Label: Neuropa Records, Jester Records
Format: Vinyl, CD
Veröffentlichung: August 2013

„What Kind of Choir of Angels Will Receive Us“ (Ulver)

Ulver aus Norwegen wagen seit nunmehr fast zwanzig Jahren den musikalischen Hochseilakt: Von rohem Black Metal über düsteren Ambient bis hin zu verspielt, verzaubertem Dream Pop hat sich diese Band bereits über viele Genres hinweg balanciert, hat dabei Gräben überquert und Verbindungslinien ertastet, an denen zuvor keine zu sein schienen. Eine solcher Seiltanz kennt keine Netze und keine Sicherheitsgurte, jeder falsche Schritt führt ins Leere, in den Abgrund. Das Gelände an den tradierten Genre-Grenzen ist nicht selten vermint und streng bewacht, jeder Übertritt aus einem anderen Lager, wird von dort aus misstrauisch beobachtet. Doch auch mit ihrem nunmehr neunten Album „Messe I.X-VI.X“ sind Ulver ihren fragilen Weg sicher zu Ende gegangen, haben mit zusammen mit dem Tromsø Kammerorchester ein einzigartiges Meisterwerk geschaffen und sich damit erneut quer zu allen stilistischen Konventionen gestellt.

Zwischen Requiem, Minimal Music, Ambient-Electro, Post-Rock und Soundscape entwickelen Ulver in „Messe I.X-VI.X“ eine tiefe und orchestral inszenierte Dramatik. Dieses Album ist die Filmmusik für eine imaginäre, nicht manifeste und flüchtige Kinematographie, die sich in schemenhaften Schattenbildern in den Köpfen ihrer Hörer einschreibt. Diese Musik erzählt ihre eigene Geschichte, erfindet ihre eigenen Bilder, ist ihre eigene Projektion, die Innen- und Außenwelt durcheinander zu bringen droht. In vereinzelten Passagen entwickelt ein getragener und fern an Pink Floyd erinnernder Gesang eine Narration, die durch die orchestralen und an Philip Glass aber auch Michael Nyman gemahnenden Minimal-Versatzstücke verstärkt, entladen und symbolisch durchdrungen wird. Ruhige, düstere und experimentell arrangierte Ambient-Collagen unterstreichen diese Dramaturgie und führen den Hörer vorsichtig über die schmalen und abgründigen Wege Ulvers. Das Album lässt seinem Rezipienten dabei wenig Zeit zum Luftholen, ist dicht komponiert ohne jede Länge und entwickelt eine beunruhigend anziehende Sogwirkung.
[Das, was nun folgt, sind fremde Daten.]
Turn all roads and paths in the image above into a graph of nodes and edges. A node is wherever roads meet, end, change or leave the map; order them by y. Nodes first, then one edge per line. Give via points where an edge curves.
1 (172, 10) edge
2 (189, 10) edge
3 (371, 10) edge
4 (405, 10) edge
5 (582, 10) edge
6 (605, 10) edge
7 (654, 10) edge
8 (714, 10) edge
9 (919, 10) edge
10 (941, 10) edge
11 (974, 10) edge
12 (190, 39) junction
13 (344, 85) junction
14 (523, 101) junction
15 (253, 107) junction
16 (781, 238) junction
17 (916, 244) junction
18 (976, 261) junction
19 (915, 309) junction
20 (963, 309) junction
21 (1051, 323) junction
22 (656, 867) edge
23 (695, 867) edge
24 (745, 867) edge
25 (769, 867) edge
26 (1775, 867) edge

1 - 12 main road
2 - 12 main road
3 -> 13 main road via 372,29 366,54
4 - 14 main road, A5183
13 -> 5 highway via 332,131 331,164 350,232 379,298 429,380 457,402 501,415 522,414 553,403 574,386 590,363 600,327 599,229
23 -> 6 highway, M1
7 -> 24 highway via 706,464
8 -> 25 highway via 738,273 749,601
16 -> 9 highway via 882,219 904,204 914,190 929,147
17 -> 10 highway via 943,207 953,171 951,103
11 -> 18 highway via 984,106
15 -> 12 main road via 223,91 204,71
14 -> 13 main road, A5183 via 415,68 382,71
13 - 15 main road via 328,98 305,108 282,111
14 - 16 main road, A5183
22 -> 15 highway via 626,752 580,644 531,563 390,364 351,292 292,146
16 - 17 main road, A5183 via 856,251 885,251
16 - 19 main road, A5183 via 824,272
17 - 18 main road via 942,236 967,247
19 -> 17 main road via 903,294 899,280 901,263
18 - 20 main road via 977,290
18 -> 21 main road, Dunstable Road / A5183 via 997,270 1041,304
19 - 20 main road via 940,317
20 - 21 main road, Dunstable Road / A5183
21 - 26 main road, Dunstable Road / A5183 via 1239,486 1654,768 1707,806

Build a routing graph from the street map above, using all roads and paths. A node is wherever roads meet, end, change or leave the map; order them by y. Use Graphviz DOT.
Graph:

Gleich einem Requiem – einer Totenmesse – verschluckt es jedes Licht und mit diesem seinen Hörer unter einer massiven Klangdecke.
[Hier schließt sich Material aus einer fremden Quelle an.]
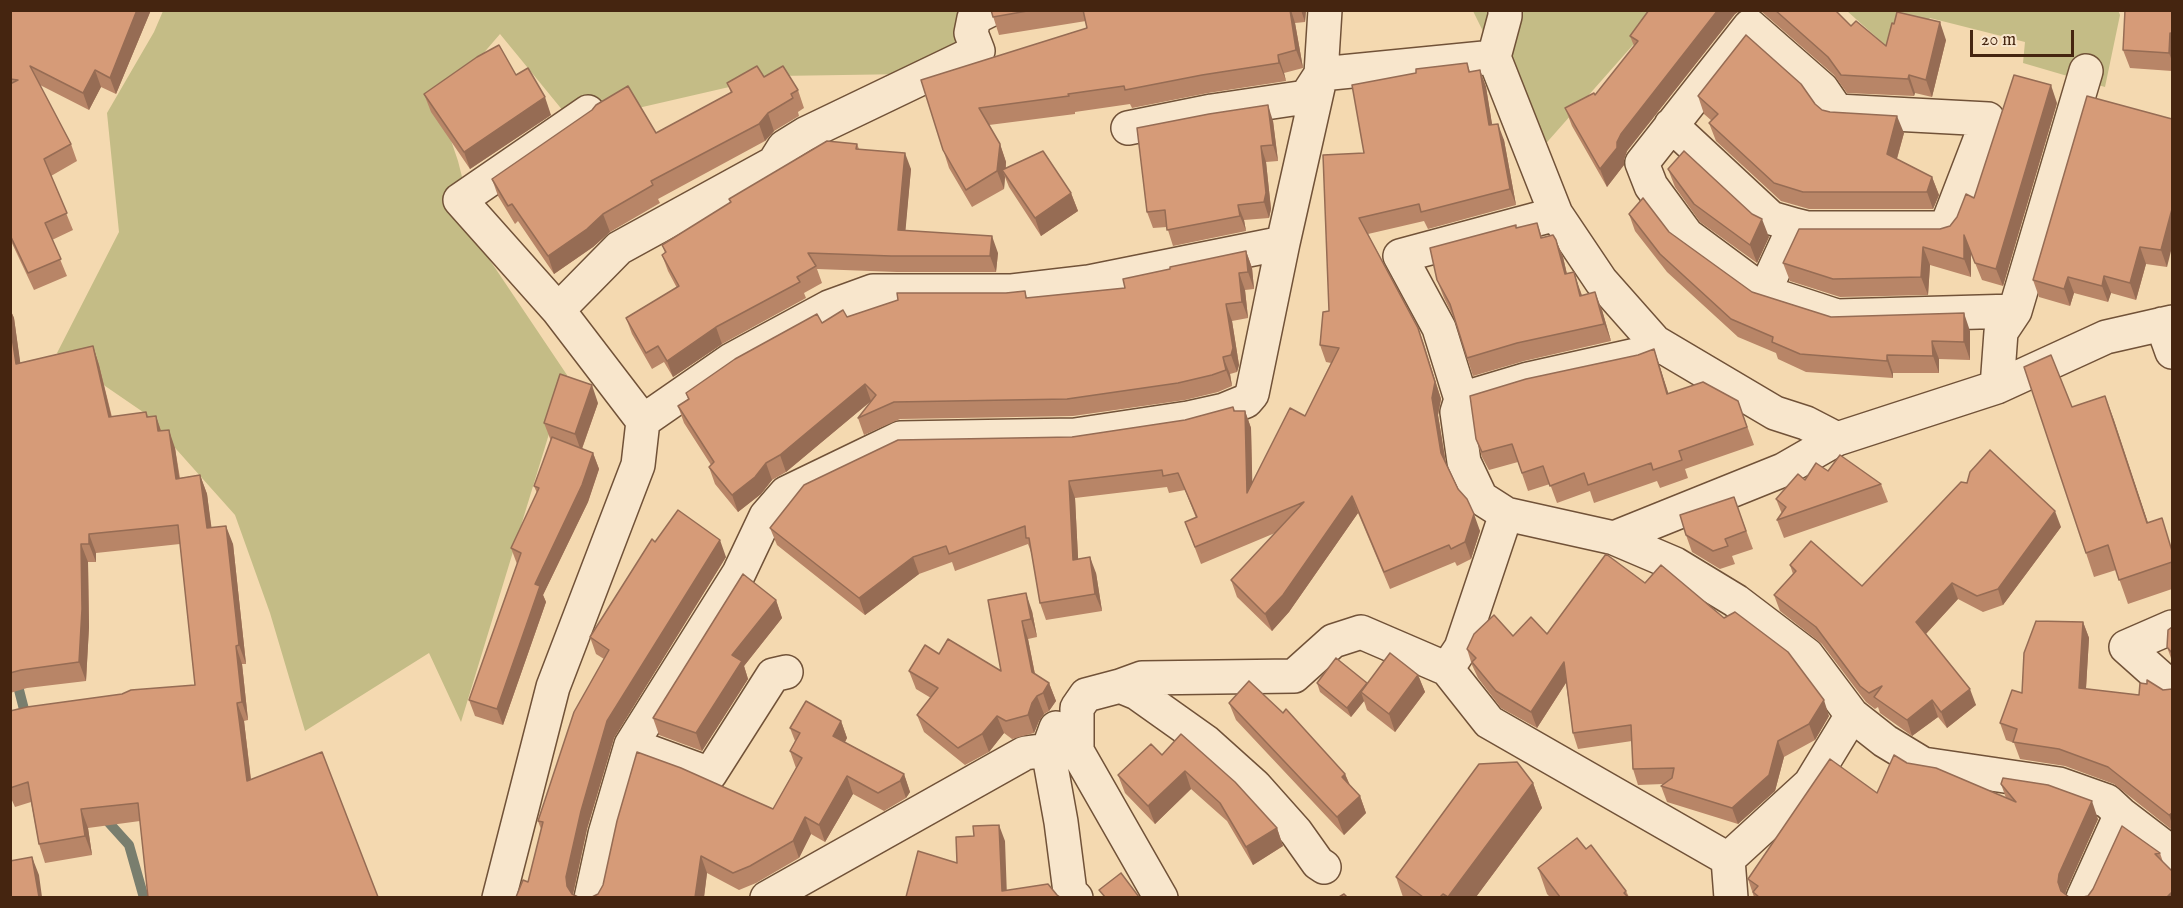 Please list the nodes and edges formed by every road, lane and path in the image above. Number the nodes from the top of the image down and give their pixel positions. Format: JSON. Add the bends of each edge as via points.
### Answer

„Messe I.X-VI.X“ steht für sich, ist auf eine unergründliche Weise monolithisch und in diesem Jahr möglicherweise nur mit Haxan Cloaks „Excavation“ vergleichbar, das eine ähnliche Atmosphäre zu erzeugen vermochte. Sechs Stücke in knapp einer dreiviertel Stunde genügen Ulver für diese tour de force durch die Dunkelheit, lassen den Hörer beeindruckt und taumelnd zurück und markieren dennoch einen sicheren Stand am Rande des Abgrunds. Scheinbar mühelos demonstriert dieses Album, dass Neoklassik ohne kitschigen Pathos möglich ist und Kammerorchester modern klingen können. „Messe I.X-VI.X“ überwindet dabei stilistische Frontverläufe, vermittelt zwischen Genres ohne dabei jedoch seinen eigenen Fluchtpunkt zu verlieren, in dem alle seine Facetten gebündelt werden. Grandios.